Swiss paper Le Temps said on Saturday that the tax office had asked Switzerland’s biggest bank, UBS, about Dutch account holders up to December 31 last year. A tax office spokesman told Nos that two other banks are being approached but did not give further details.
‘The Dutch have requested information about everyone domiciled in the Netherlands who had an account at UBS Switzerland between February 1, 2013 and December 31, 2014, and who have not provided the bank with evidence of tax compliance, as requested,’ the paper said.
The application is the first to be made under the revised Swiss LAAF legislation on exchanging tax information, the paper said.
The Netherlands had operated an amnesty for people with secret bank accounts abroad but the rules for ‘legalising’ illicit savings have been toughened up since July 1.
Since 2011, €5.5bn held in secret bank accounts abroad has been ‘legalised’ by the tax office, generating over €600m for the treasury, according to the tax office’s latest report, which was published earlier this month.
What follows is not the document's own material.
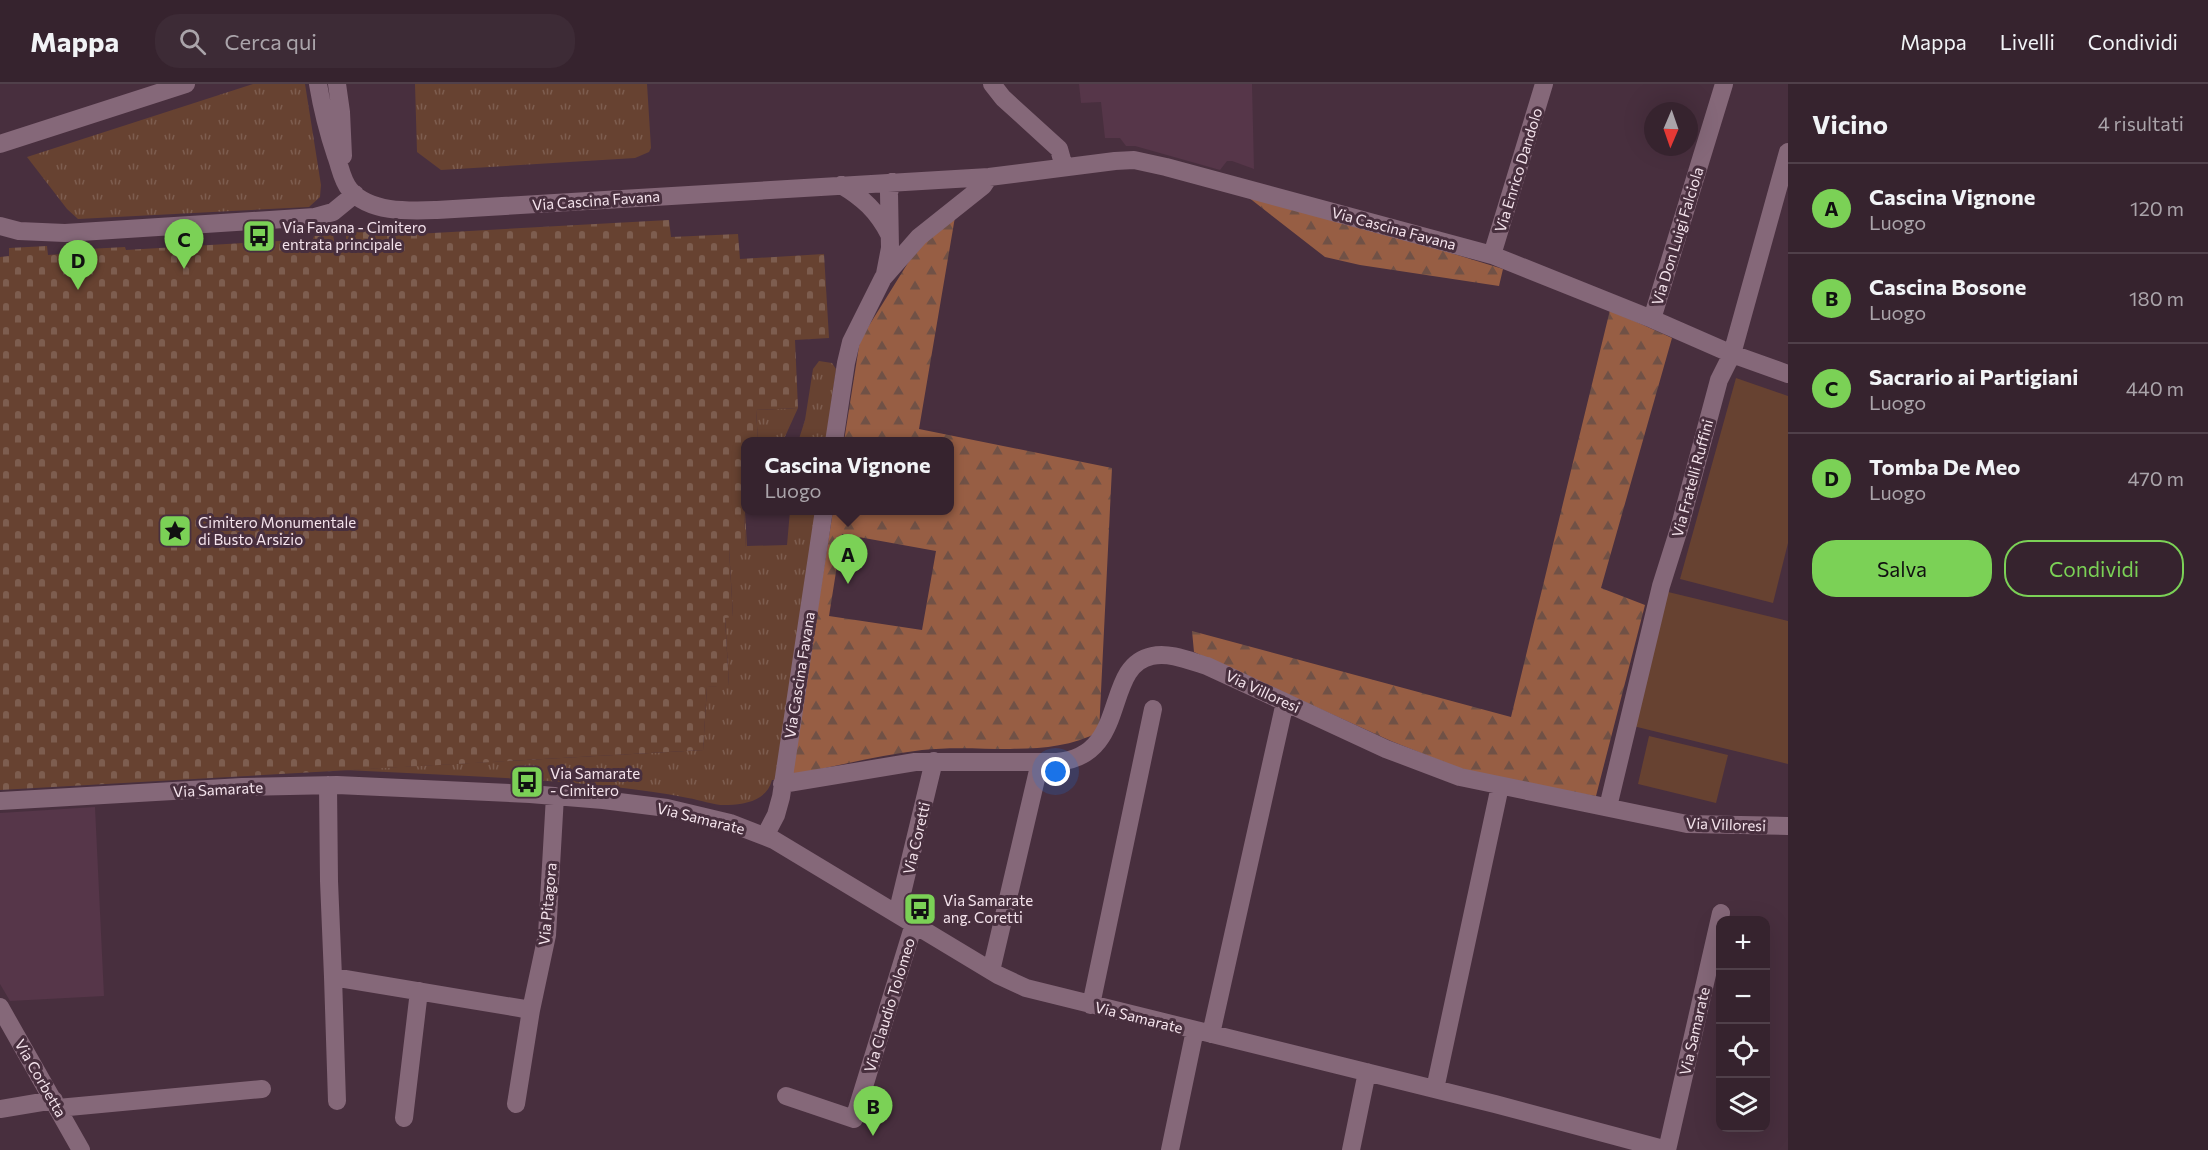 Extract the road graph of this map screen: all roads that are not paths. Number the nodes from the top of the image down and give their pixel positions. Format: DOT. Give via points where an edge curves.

Seven out of 10 people who had illicit savings in foreign accounts were over the age of 60, the report states. On average, they had €400,000 on their accounts. Most money was held in accounts in Switzerland, Luxembourg and Belgium.
When the government first announced it would tackle secret bank accounts, there was no fine for people who confessed. Now, however, people have to pay a 60% fine as well as tax on their secret savings.